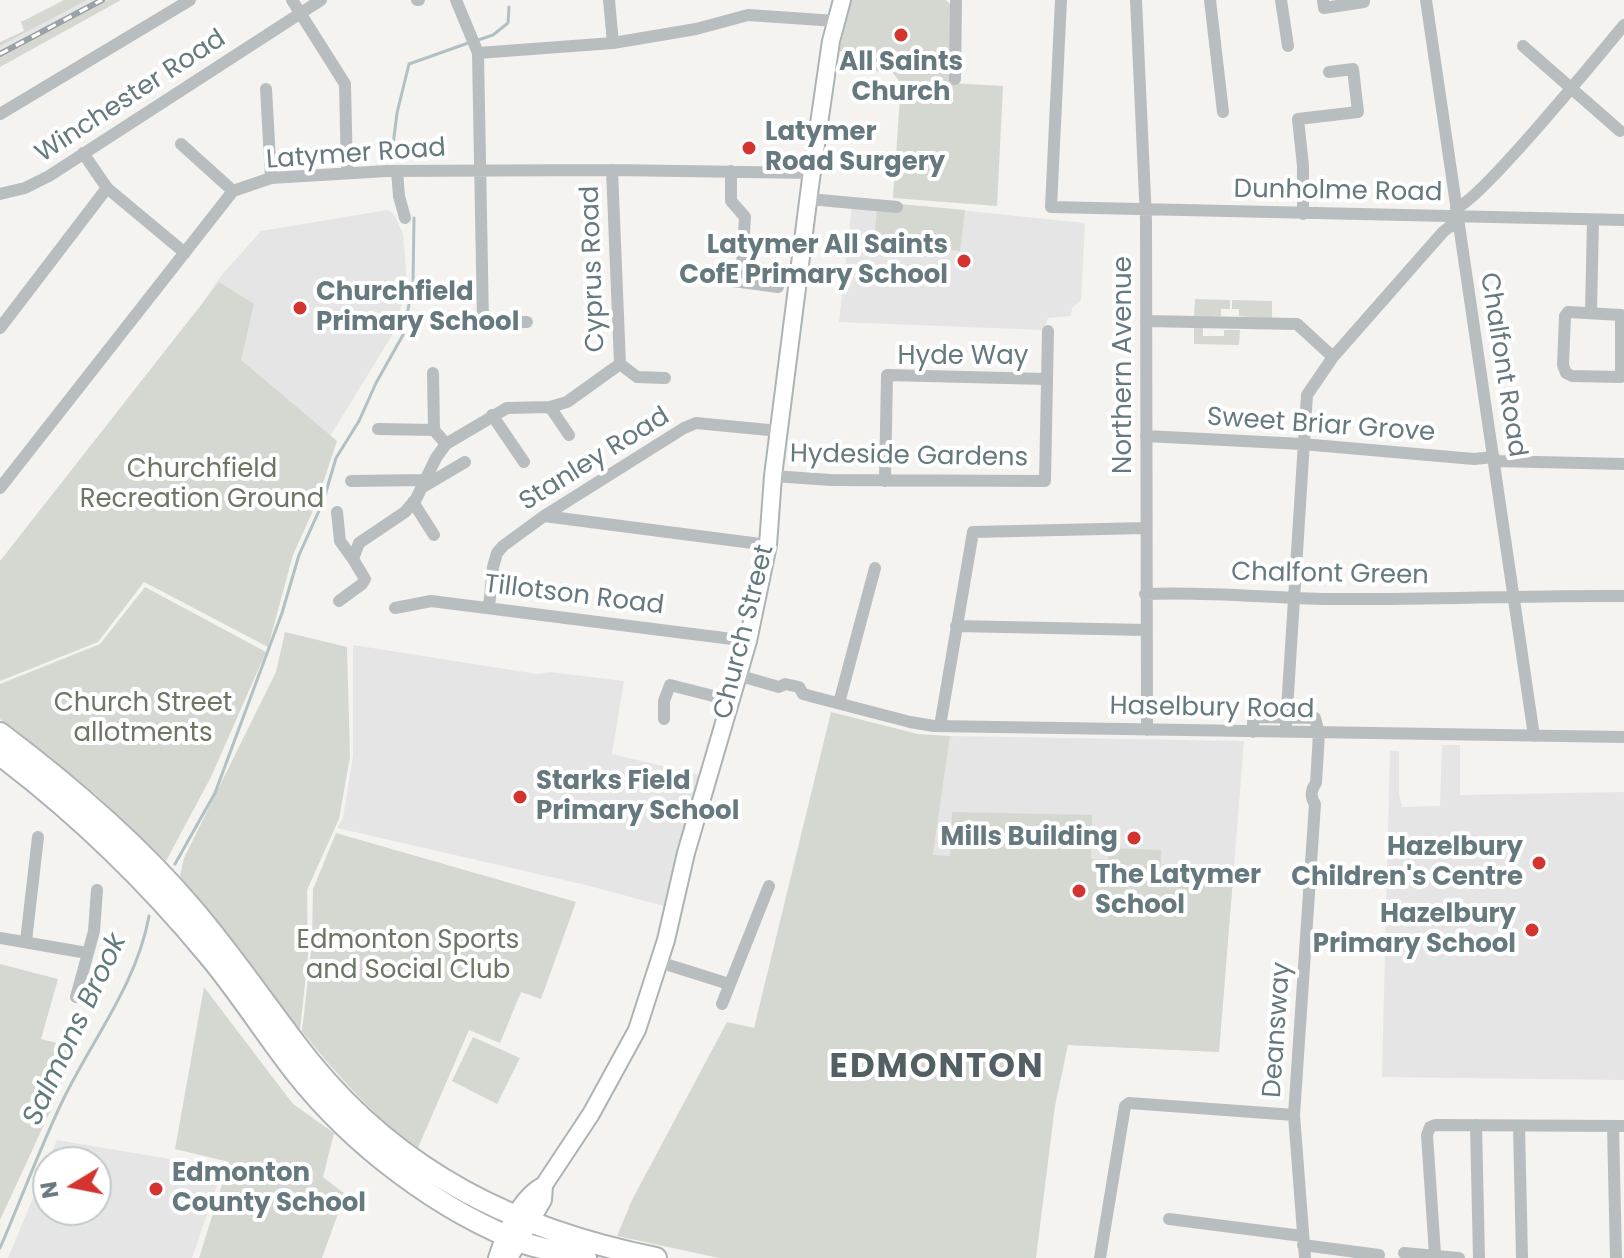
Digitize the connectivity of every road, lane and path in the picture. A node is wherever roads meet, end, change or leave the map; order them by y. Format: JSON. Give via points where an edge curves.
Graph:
{"nodes":[{"id":1,"x":190,"y":0,"type":"edge"},
{"id":2,"x":292,"y":0,"type":"edge"},
{"id":3,"x":321,"y":0,"type":"edge"},
{"id":4,"x":456,"y":0,"type":"edge"},
{"id":5,"x":609,"y":0,"type":"edge"},
{"id":6,"x":842,"y":0,"type":"edge"},
{"id":7,"x":956,"y":0,"type":"edge"},
{"id":8,"x":1061,"y":0,"type":"edge"},
{"id":9,"x":1136,"y":0,"type":"edge"},
{"id":10,"x":1210,"y":0,"type":"edge"},
{"id":11,"x":1281,"y":0,"type":"edge"},
{"id":12,"x":1323,"y":0,"type":"edge"},
{"id":13,"x":1426,"y":0,"type":"edge"},
{"id":14,"x":1364,"y":2,"type":"dead end"},
{"id":15,"x":300,"y":12,"type":"junction"},
{"id":16,"x":836,"y":21,"type":"junction"},
{"id":17,"x":1624,"y":25,"type":"edge"},
{"id":18,"x":613,"y":43,"type":"junction"},
{"id":19,"x":474,"y":46,"type":"junction"},
{"id":20,"x":1288,"y":46,"type":"dead end"},
{"id":21,"x":1523,"y":46,"type":"dead end"},
{"id":22,"x":1329,"y":72,"type":"dead end"},
{"id":23,"x":955,"y":79,"type":"dead end"},
{"id":24,"x":1571,"y":87,"type":"junction"},
{"id":25,"x":266,"y":89,"type":"dead end"},
{"id":26,"x":1223,"y":112,"type":"dead end"},
{"id":27,"x":0,"y":114,"type":"edge"},
{"id":28,"x":1620,"y":131,"type":"dead end"},
{"id":29,"x":181,"y":144,"type":"dead end"},
{"id":30,"x":83,"y":153,"type":"junction"},
{"id":31,"x":612,"y":170,"type":"junction"},
{"id":32,"x":397,"y":171,"type":"junction"},
{"id":33,"x":479,"y":171,"type":"junction"},
{"id":34,"x":731,"y":171,"type":"junction"},
{"id":35,"x":347,"y":173,"type":"junction"},
{"id":36,"x":813,"y":173,"type":"junction"},
{"id":37,"x":271,"y":178,"type":"junction"},
{"id":38,"x":107,"y":188,"type":"junction"},
{"id":39,"x":233,"y":191,"type":"junction"},
{"id":40,"x":0,"y":194,"type":"edge"},
{"id":41,"x":809,"y":199,"type":"junction"},
{"id":42,"x":897,"y":207,"type":"dead end"},
{"id":43,"x":1145,"y":211,"type":"junction"},
{"id":44,"x":1303,"y":214,"type":"junction"},
{"id":45,"x":1457,"y":217,"type":"junction"},
{"id":46,"x":401,"y":218,"type":"dead end"},
{"id":47,"x":1593,"y":220,"type":"junction"},
{"id":48,"x":1624,"y":220,"type":"edge"},
{"id":49,"x":185,"y":253,"type":"junction"},
{"id":50,"x":699,"y":277,"type":"dead end"},
{"id":51,"x":741,"y":282,"type":"junction"},
{"id":52,"x":778,"y":287,"type":"dead end"},
{"id":53,"x":1591,"y":312,"type":"junction"},
{"id":54,"x":1146,"y":321,"type":"junction"},
{"id":55,"x":483,"y":322,"type":"junction"},
{"id":56,"x":527,"y":322,"type":"dead end"},
{"id":57,"x":443,"y":323,"type":"dead end"},
{"id":58,"x":0,"y":328,"type":"edge"},
{"id":59,"x":1048,"y":331,"type":"dead end"},
{"id":60,"x":1623,"y":345,"type":"edge"},
{"id":61,"x":1333,"y":357,"type":"junction"},
{"id":62,"x":620,"y":364,"type":"junction"},
{"id":63,"x":433,"y":373,"type":"dead end"},
{"id":64,"x":1622,"y":377,"type":"edge"},
{"id":65,"x":665,"y":378,"type":"dead end"},
{"id":66,"x":1045,"y":379,"type":"junction"},
{"id":67,"x":550,"y":407,"type":"junction"},
{"id":68,"x":492,"y":415,"type":"junction"},
{"id":69,"x":378,"y":429,"type":"dead end"},
{"id":70,"x":434,"y":430,"type":"junction"},
{"id":71,"x":779,"y":431,"type":"junction"},
{"id":72,"x":569,"y":435,"type":"dead end"},
{"id":73,"x":1146,"y":436,"type":"junction"},
{"id":74,"x":446,"y":444,"type":"junction"},
{"id":75,"x":1302,"y":444,"type":"junction"},
{"id":76,"x":1494,"y":459,"type":"junction"},
{"id":77,"x":465,"y":462,"type":"dead end"},
{"id":78,"x":524,"y":462,"type":"dead end"},
{"id":79,"x":1624,"y":464,"type":"edge"},
{"id":80,"x":773,"y":476,"type":"junction"},
{"id":81,"x":351,"y":481,"type":"dead end"},
{"id":82,"x":885,"y":481,"type":"junction"},
{"id":83,"x":423,"y":484,"type":"junction"},
{"id":84,"x":0,"y":488,"type":"edge"},
{"id":85,"x":413,"y":502,"type":"junction"},
{"id":86,"x":337,"y":512,"type":"dead end"},
{"id":87,"x":544,"y":516,"type":"junction"},
{"id":88,"x":1145,"y":528,"type":"junction"},
{"id":89,"x":434,"y":535,"type":"dead end"},
{"id":90,"x":768,"y":545,"type":"junction"},
{"id":91,"x":353,"y":559,"type":"junction"},
{"id":92,"x":875,"y":568,"type":"dead end"},
{"id":93,"x":1145,"y":594,"type":"junction"},
{"id":94,"x":1513,"y":596,"type":"junction"},
{"id":95,"x":1624,"y":596,"type":"edge"},
{"id":96,"x":1293,"y":598,"type":"junction"},
{"id":97,"x":339,"y":601,"type":"dead end"},
{"id":98,"x":489,"y":607,"type":"junction"},
{"id":99,"x":395,"y":608,"type":"dead end"},
{"id":100,"x":956,"y":626,"type":"junction"},
{"id":101,"x":1146,"y":630,"type":"junction"},
{"id":102,"x":748,"y":641,"type":"junction"},
{"id":103,"x":737,"y":675,"type":"junction"},
{"id":104,"x":729,"y":700,"type":"junction"},
{"id":105,"x":839,"y":703,"type":"junction"},
{"id":106,"x":1286,"y":718,"type":"junction"},
{"id":107,"x":664,"y":719,"type":"dead end"},
{"id":108,"x":940,"y":726,"type":"junction"},
{"id":109,"x":1147,"y":730,"type":"junction"},
{"id":110,"x":1253,"y":732,"type":"junction"},
{"id":111,"x":0,"y":733,"type":"edge"},
{"id":112,"x":1286,"y":733,"type":"junction"},
{"id":113,"x":1319,"y":733,"type":"junction"},
{"id":114,"x":1534,"y":736,"type":"junction"},
{"id":115,"x":1624,"y":737,"type":"edge"},
{"id":116,"x":0,"y":755,"type":"edge"},
{"id":117,"x":38,"y":837,"type":"dead end"},
{"id":118,"x":769,"y":886,"type":"dead end"},
{"id":119,"x":97,"y":890,"type":"dead end"},
{"id":120,"x":0,"y":938,"type":"edge"},
{"id":121,"x":26,"y":941,"type":"junction"},
{"id":122,"x":87,"y":953,"type":"junction"},
{"id":123,"x":659,"y":962,"type":"junction"},
{"id":124,"x":729,"y":984,"type":"junction"},
{"id":125,"x":76,"y":997,"type":"dead end"},
{"id":126,"x":722,"y":1004,"type":"dead end"},
{"id":127,"x":1294,"y":1115,"type":"junction"},
{"id":128,"x":1476,"y":1125,"type":"junction"},
{"id":129,"x":1519,"y":1126,"type":"junction"},
{"id":130,"x":1618,"y":1126,"type":"edge"},
{"id":131,"x":1169,"y":1219,"type":"dead end"},
{"id":132,"x":516,"y":1232,"type":"edge"},
{"id":133,"x":1303,"y":1246,"type":"edge"},
{"id":134,"x":1404,"y":1253,"type":"dead end"},
{"id":135,"x":1435,"y":1254,"type":"junction"},
{"id":136,"x":1379,"y":1255,"type":"dead end"},
{"id":137,"x":578,"y":1256,"type":"edge"},
{"id":138,"x":497,"y":1258,"type":"edge"},
{"id":139,"x":656,"y":1258,"type":"edge"},
{"id":140,"x":1100,"y":1258,"type":"edge"},
{"id":141,"x":1459,"y":1258,"type":"edge"},
{"id":142,"x":1479,"y":1258,"type":"edge"},
{"id":143,"x":1522,"y":1258,"type":"edge"},
{"id":144,"x":1616,"y":1258,"type":"edge"}],
"edges":[{"from":1,"to":27,"type":"street"},
{"from":2,"to":15,"type":"street"},
{"from":3,"to":15,"type":"street","name":"Winchester Road"},
{"from":4,"to":19,"type":"street"},
{"from":5,"to":18,"type":"street"},
{"from":6,"to":16,"type":"main road","name":"Church Street"},
{"from":7,"to":23,"type":"street"},
{"from":8,"to":43,"type":"street","name":"Dunholme Road","via":[[1051,207]]},
{"from":9,"to":43,"type":"street","name":"Northern Avenue"},
{"from":10,"to":26,"type":"street"},
{"from":11,"to":20,"type":"street"},
{"from":12,"to":14,"type":"street","via":[[1324,8]]},
{"from":13,"to":45,"type":"street","name":"Chalfont Road"},
{"from":15,"to":30,"type":"street","name":"Winchester Road"},
{"from":15,"to":35,"type":"street","via":[[345,84]]},
{"from":16,"to":18,"type":"street","via":[[748,15]]},
{"from":16,"to":36,"type":"main road","name":"Church Street"},
{"from":17,"to":24,"type":"street"},
{"from":18,"to":19,"type":"street"},
{"from":19,"to":33,"type":"street"},
{"from":21,"to":24,"type":"street"},
{"from":22,"to":44,"type":"street","via":[[1353,69],[1358,112],[1298,119]]},
{"from":24,"to":28,"type":"street"},
{"from":24,"to":45,"type":"street"},
{"from":25,"to":37,"type":"street"},
{"from":29,"to":39,"type":"street"},
{"from":30,"to":38,"type":"street"},
{"from":30,"to":40,"type":"street","name":"Winchester Road","via":[[38,183]]},
{"from":31,"to":33,"type":"street","name":"Latymer Road"},
{"from":31,"to":34,"type":"street","name":"Latymer Road"},
{"from":31,"to":62,"type":"street","name":"Cyprus Road"},
{"from":32,"to":33,"type":"street","name":"Latymer Road"},
{"from":32,"to":35,"type":"street","name":"Latymer Road"},
{"from":32,"to":46,"type":"street"},
{"from":33,"to":55,"type":"street"},
{"from":34,"to":36,"type":"street","name":"Latymer Road"},
{"from":34,"to":51,"type":"street","via":[[731,201],[745,217]]},
{"from":35,"to":37,"type":"street","name":"Latymer Road"},
{"from":36,"to":41,"type":"main road","name":"Church Street"},
{"from":37,"to":39,"type":"street","name":"Latymer Road"},
{"from":38,"to":49,"type":"street"},
{"from":38,"to":58,"type":"street"},
{"from":39,"to":49,"type":"street","name":"Latymer Road"},
{"from":41,"to":42,"type":"street"},
{"from":41,"to":71,"type":"main road","name":"Church Street"},
{"from":43,"to":44,"type":"street","name":"Dunholme Road"},
{"from":43,"to":54,"type":"street","name":"Northern Avenue"},
{"from":44,"to":45,"type":"street","name":"Dunholme Road"},
{"from":45,"to":47,"type":"street","name":"Dunholme Road"},
{"from":45,"to":61,"type":"street"},
{"from":45,"to":76,"type":"street","name":"Chalfont Road"},
{"from":47,"to":48,"type":"street","name":"Dunholme Road"},
{"from":47,"to":53,"type":"street"},
{"from":49,"to":84,"type":"street","name":"Latymer Road"},
{"from":50,"to":51,"type":"street"},
{"from":51,"to":52,"type":"street"},
{"from":53,"to":60,"type":"street","via":[[1621,315]]},
{"from":53,"to":64,"type":"street","via":[[1565,316],[1564,369],[1572,376]]},
{"from":54,"to":61,"type":"street","via":[[1297,324]]},
{"from":54,"to":73,"type":"street","name":"Northern Avenue"},
{"from":55,"to":56,"type":"street"},
{"from":55,"to":57,"type":"street"},
{"from":59,"to":66,"type":"street"},
{"from":60,"to":64,"type":"street"},
{"from":61,"to":75,"type":"street","via":[[1307,395]]},
{"from":62,"to":65,"type":"street","name":"Cyprus Road","via":[[637,377]]},
{"from":62,"to":67,"type":"street","via":[[567,402]]},
{"from":63,"to":70,"type":"street"},
{"from":66,"to":82,"type":"street","name":"Hydeside Gardens","via":[[1045,481]]},
{"from":66,"to":82,"type":"street","name":"Hyde Way","via":[[887,375]]},
{"from":67,"to":68,"type":"street","via":[[507,408]]},
{"from":67,"to":72,"type":"street"},
{"from":68,"to":74,"type":"street"},
{"from":68,"to":78,"type":"street"},
{"from":69,"to":70,"type":"street"},
{"from":70,"to":74,"type":"street"},
{"from":71,"to":80,"type":"main road","name":"Church Street"},
{"from":71,"to":87,"type":"street","name":"Stanley Road","via":[[696,423]]},
{"from":73,"to":75,"type":"street","name":"Sweet Briar Grove"},
{"from":73,"to":88,"type":"street","name":"Northern Avenue"},
{"from":74,"to":83,"type":"street"},
{"from":75,"to":76,"type":"street","name":"Sweet Briar Grove"},
{"from":75,"to":96,"type":"street"},
{"from":76,"to":79,"type":"street","name":"Sweet Briar Grove"},
{"from":76,"to":94,"type":"street","name":"Chalfont Road"},
{"from":77,"to":83,"type":"street"},
{"from":80,"to":82,"type":"street","name":"Hydeside Gardens"},
{"from":80,"to":90,"type":"main road","name":"Church Street"},
{"from":81,"to":83,"type":"street"},
{"from":83,"to":85,"type":"street"},
{"from":85,"to":89,"type":"street"},
{"from":85,"to":91,"type":"street","via":[[359,543]]},
{"from":86,"to":91,"type":"street","via":[[340,541]]},
{"from":87,"to":90,"type":"street"},
{"from":87,"to":98,"type":"street","name":"Stanley Road","via":[[497,553]]},
{"from":88,"to":93,"type":"street","name":"Northern Avenue"},
{"from":88,"to":100,"type":"street","via":[[973,532]]},
{"from":90,"to":102,"type":"main road","name":"Church Street"},
{"from":91,"to":97,"type":"street","via":[[365,579]]},
{"from":92,"to":105,"type":"street"},
{"from":93,"to":96,"type":"street","name":"Chalfont Green"},
{"from":93,"to":101,"type":"street","name":"Northern Avenue"},
{"from":94,"to":95,"type":"street","name":"Chalfont Green"},
{"from":94,"to":96,"type":"street","name":"Chalfont Green"},
{"from":94,"to":114,"type":"street","name":"Chalfont Road"},
{"from":96,"to":106,"type":"street"},
{"from":98,"to":99,"type":"street","name":"Tillotson Road","via":[[431,601]]},
{"from":98,"to":102,"type":"street","name":"Tillotson Road"},
{"from":100,"to":101,"type":"street"},
{"from":100,"to":108,"type":"street"},
{"from":101,"to":109,"type":"street","name":"Northern Avenue"},
{"from":102,"to":103,"type":"main road","name":"Church Street"},
{"from":103,"to":104,"type":"main road","name":"Church Street"},
{"from":103,"to":105,"type":"street","name":"Haselbury Road","via":[[799,687],[803,694]]},
{"from":104,"to":107,"type":"street","via":[[670,685]]},
{"from":104,"to":123,"type":"main road","name":"Church Street"},
{"from":105,"to":108,"type":"street","name":"Haselbury Road"},
{"from":106,"to":110,"type":"street","via":[[1255,718]]},
{"from":106,"to":112,"type":"street"},
{"from":106,"to":113,"type":"street","via":[[1317,719]]},
{"from":108,"to":109,"type":"street","name":"Haselbury Road"},
{"from":109,"to":110,"type":"street","name":"Haselbury Road"},
{"from":110,"to":112,"type":"street","name":"Haselbury Road"},
{"from":111,"to":132,"type":"highway","via":[[73,790],[175,888],[311,1063],[361,1118]]},
{"from":112,"to":113,"type":"street","name":"Haselbury Road"},
{"from":113,"to":114,"type":"street","name":"Haselbury Road"},
{"from":113,"to":127,"type":"street","name":"Deansway","via":[[1319,800]]},
{"from":114,"to":115,"type":"street","name":"Haselbury Road"},
{"from":116,"to":132,"type":"highway","via":[[62,804],[154,892],[213,960],[297,1074],[349,1130],[434,1196]]},
{"from":117,"to":121,"type":"street"},
{"from":118,"to":124,"type":"street"},
{"from":119,"to":122,"type":"street"},
{"from":120,"to":121,"type":"street"},
{"from":121,"to":122,"type":"street"},
{"from":122,"to":125,"type":"street"},
{"from":123,"to":124,"type":"street"},
{"from":123,"to":132,"type":"main road","name":"Church Street","via":[[637,1030],[544,1185],[543,1200]]},
{"from":124,"to":126,"type":"street"},
{"from":127,"to":133,"type":"street","name":"Deansway"},
{"from":127,"to":140,"type":"street","via":[[1129,1103]]},
{"from":128,"to":129,"type":"street"},
{"from":128,"to":135,"type":"street","via":[[1435,1125],[1427,1135]]},
{"from":128,"to":142,"type":"street"},
{"from":129,"to":130,"type":"street"},
{"from":129,"to":143,"type":"street"},
{"from":130,"to":144,"type":"street"},
{"from":131,"to":133,"type":"street"},
{"from":132,"to":137,"type":"highway","via":[[560,1244]]},
{"from":132,"to":138,"type":"main road","name":"Church Street"},
{"from":132,"to":139,"type":"highway","via":[[576,1238]]},
{"from":133,"to":136,"type":"street"},
{"from":134,"to":135,"type":"street"},
{"from":135,"to":141,"type":"street"}]}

▶ [Work instruction] Pick out, from the lines above, every one that contains the string "Tillotson".

▶ [Solution]
{"from":98,"to":99,"type":"street","name":"Tillotson Road","via":[[431,601]]},
{"from":98,"to":102,"type":"street","name":"Tillotson Road"},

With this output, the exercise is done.